#### [Exercise objective]
Once the pictures are set aside, repeat all of the data below exactly.
*** Data extracts Section Begins ***
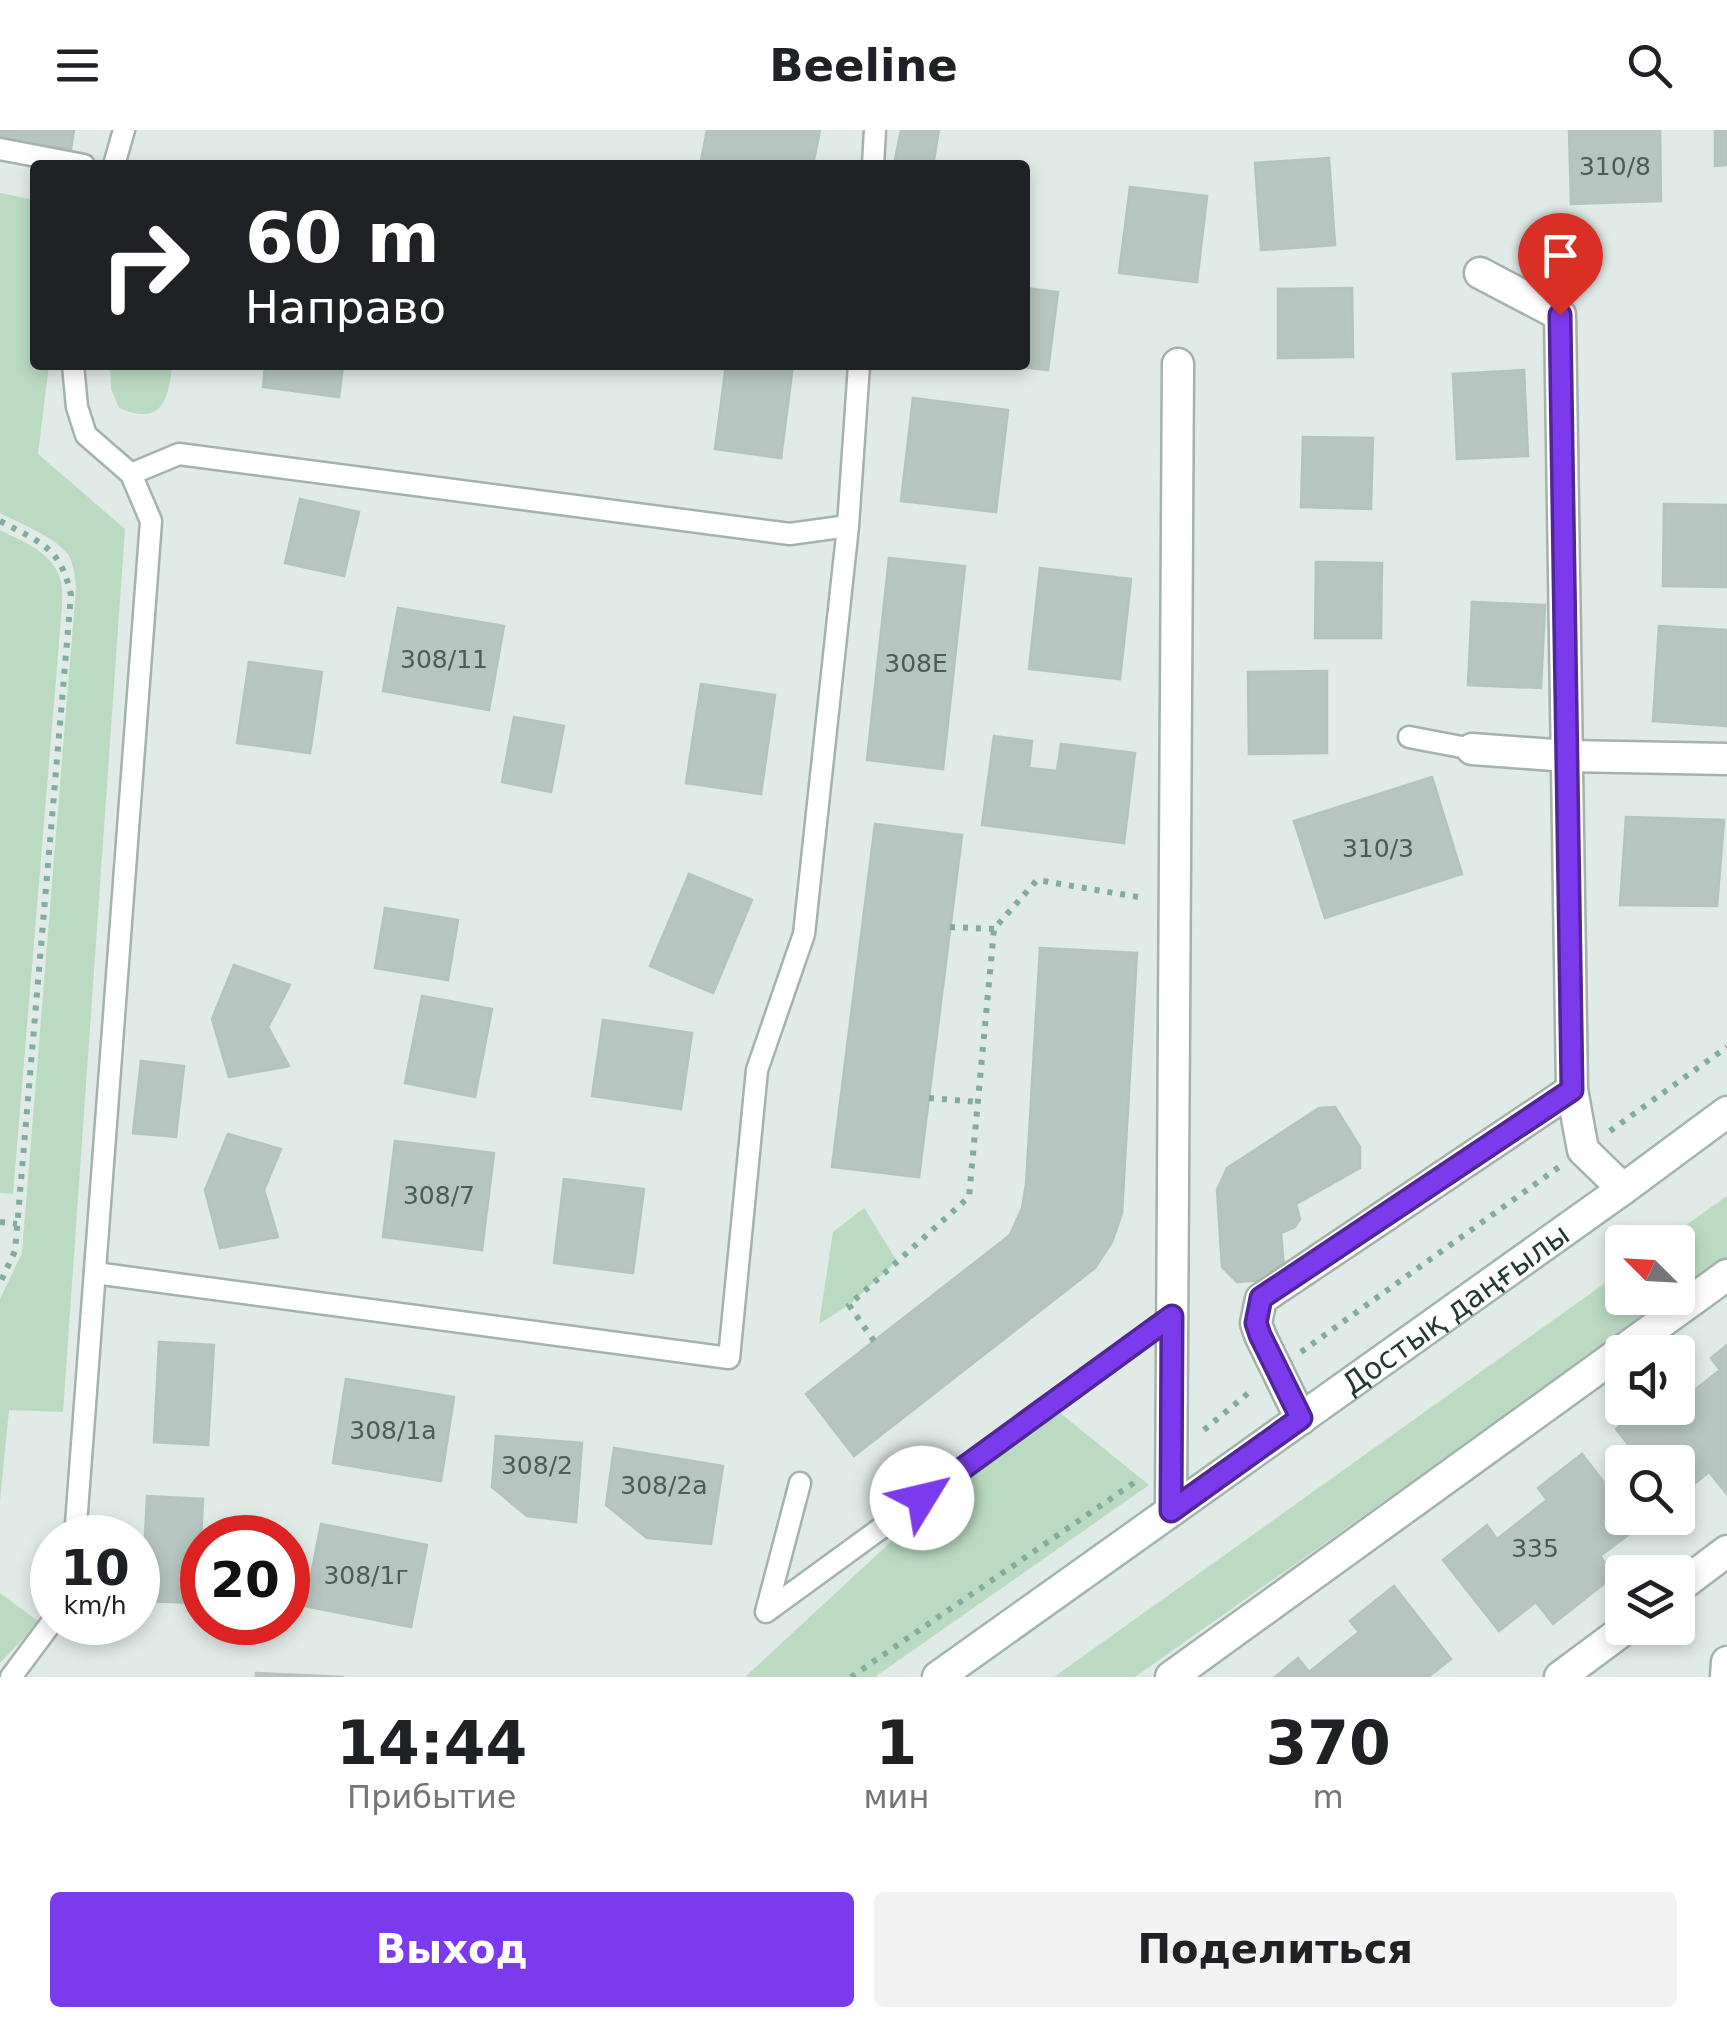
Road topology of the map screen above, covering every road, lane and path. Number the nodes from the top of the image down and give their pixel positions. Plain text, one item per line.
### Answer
1 (124, 130) edge
2 (875, 130) edge
3 (0, 148) edge
4 (59, 160) edge
5 (115, 160) edge
6 (872, 160) edge
7 (1480, 273) dead end
8 (1178, 364) dead end
9 (73, 370) edge
10 (859, 370) edge
11 (131, 474) junction
12 (0, 521) edge
13 (848, 526) junction
14 (1408, 737) dead end
15 (1472, 749) joint
16 (1567, 756) junction
17 (1727, 759) edge
18 (1175, 903) junction
19 (950, 927) dead end
20 (994, 929) junction
21 (1572, 1090) junction
22 (929, 1098) dead end
23 (978, 1102) junction
24 (1727, 1112) edge
25 (1623, 1189) junction
26 (0, 1222) edge
27 (17, 1224) junction
28 (94, 1273) junction
29 (1727, 1275) edge
30 (0, 1283) edge
31 (1172, 1316) junction
32 (874, 1340) dead end
33 (1301, 1418) junction
34 (800, 1483) dead end
35 (1171, 1511) junction
36 (78, 1515) edge
37 (1727, 1551) edge
38 (1695, 1575) edge
39 (1605, 1644) edge
40 (34, 1645) edge
41 (1727, 1662) edge
42 (10, 1677) edge
43 (938, 1677) edge
44 (1170, 1677) edge
45 (1560, 1677) edge
46 (1726, 1677) edge

1 - 5 lane
2 - 6 lane
3 - 4 lane
7 - 16 street
8 - 18 street
9 - 11 lane
10 - 13 lane
11 - 13 lane
11 - 28 lane
12 - 27 path
13 - 28 lane
14 - 15 lane
15 - 16 street
16 - 17 street
16 - 21 street
18 - 20 path
18 - 31 street
19 - 20 path
20 - 23 path
21 - 25 street
21 - 33 street
22 - 23 path
23 - 32 path
24 - 25 street, Достық даңғылы
25 - 33 street, Достық даңғылы
26 - 27 path
27 - 30 path
28 - 36 lane
29 - 44 street
31 - 34 lane
31 - 35 street
33 - 35 street, Достық даңғылы
35 - 43 street, Достық даңғылы
37 - 38 street
39 - 45 street
40 - 42 lane
41 - 46 street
*** Data extracts Section Ends ***
#### [Your response]
Road topology of the map screen above, covering every road, lane and path. Number the nodes from the top of the image down and give their pixel positions. Plain text, one item per line.
### Answer
1 (124, 130) edge
2 (875, 130) edge
3 (0, 148) edge
4 (59, 160) edge
5 (115, 160) edge
6 (872, 160) edge
7 (1480, 273) dead end
8 (1178, 364) dead end
9 (73, 370) edge
10 (859, 370) edge
11 (131, 474) junction
12 (0, 521) edge
13 (848, 526) junction
14 (1408, 737) dead end
15 (1472, 749) joint
16 (1567, 756) junction
17 (1727, 759) edge
18 (1175, 903) junction
19 (950, 927) dead end
20 (994, 929) junction
21 (1572, 1090) junction
22 (929, 1098) dead end
23 (978, 1102) junction
24 (1727, 1112) edge
25 (1623, 1189) junction
26 (0, 1222) edge
27 (17, 1224) junction
28 (94, 1273) junction
29 (1727, 1275) edge
30 (0, 1283) edge
31 (1172, 1316) junction
32 (874, 1340) dead end
33 (1301, 1418) junction
34 (800, 1483) dead end
35 (1171, 1511) junction
36 (78, 1515) edge
37 (1727, 1551) edge
38 (1695, 1575) edge
39 (1605, 1644) edge
40 (34, 1645) edge
41 (1727, 1662) edge
42 (10, 1677) edge
43 (938, 1677) edge
44 (1170, 1677) edge
45 (1560, 1677) edge
46 (1726, 1677) edge

1 - 5 lane
2 - 6 lane
3 - 4 lane
7 - 16 street
8 - 18 street
9 - 11 lane
10 - 13 lane
11 - 13 lane
11 - 28 lane
12 - 27 path
13 - 28 lane
14 - 15 lane
15 - 16 street
16 - 17 street
16 - 21 street
18 - 20 path
18 - 31 street
19 - 20 path
20 - 23 path
21 - 25 street
21 - 33 street
22 - 23 path
23 - 32 path
24 - 25 street, Достық даңғылы
25 - 33 street, Достық даңғылы
26 - 27 path
27 - 30 path
28 - 36 lane
29 - 44 street
31 - 34 lane
31 - 35 street
33 - 35 street, Достық даңғылы
35 - 43 street, Достық даңғылы
37 - 38 street
39 - 45 street
40 - 42 lane
41 - 46 street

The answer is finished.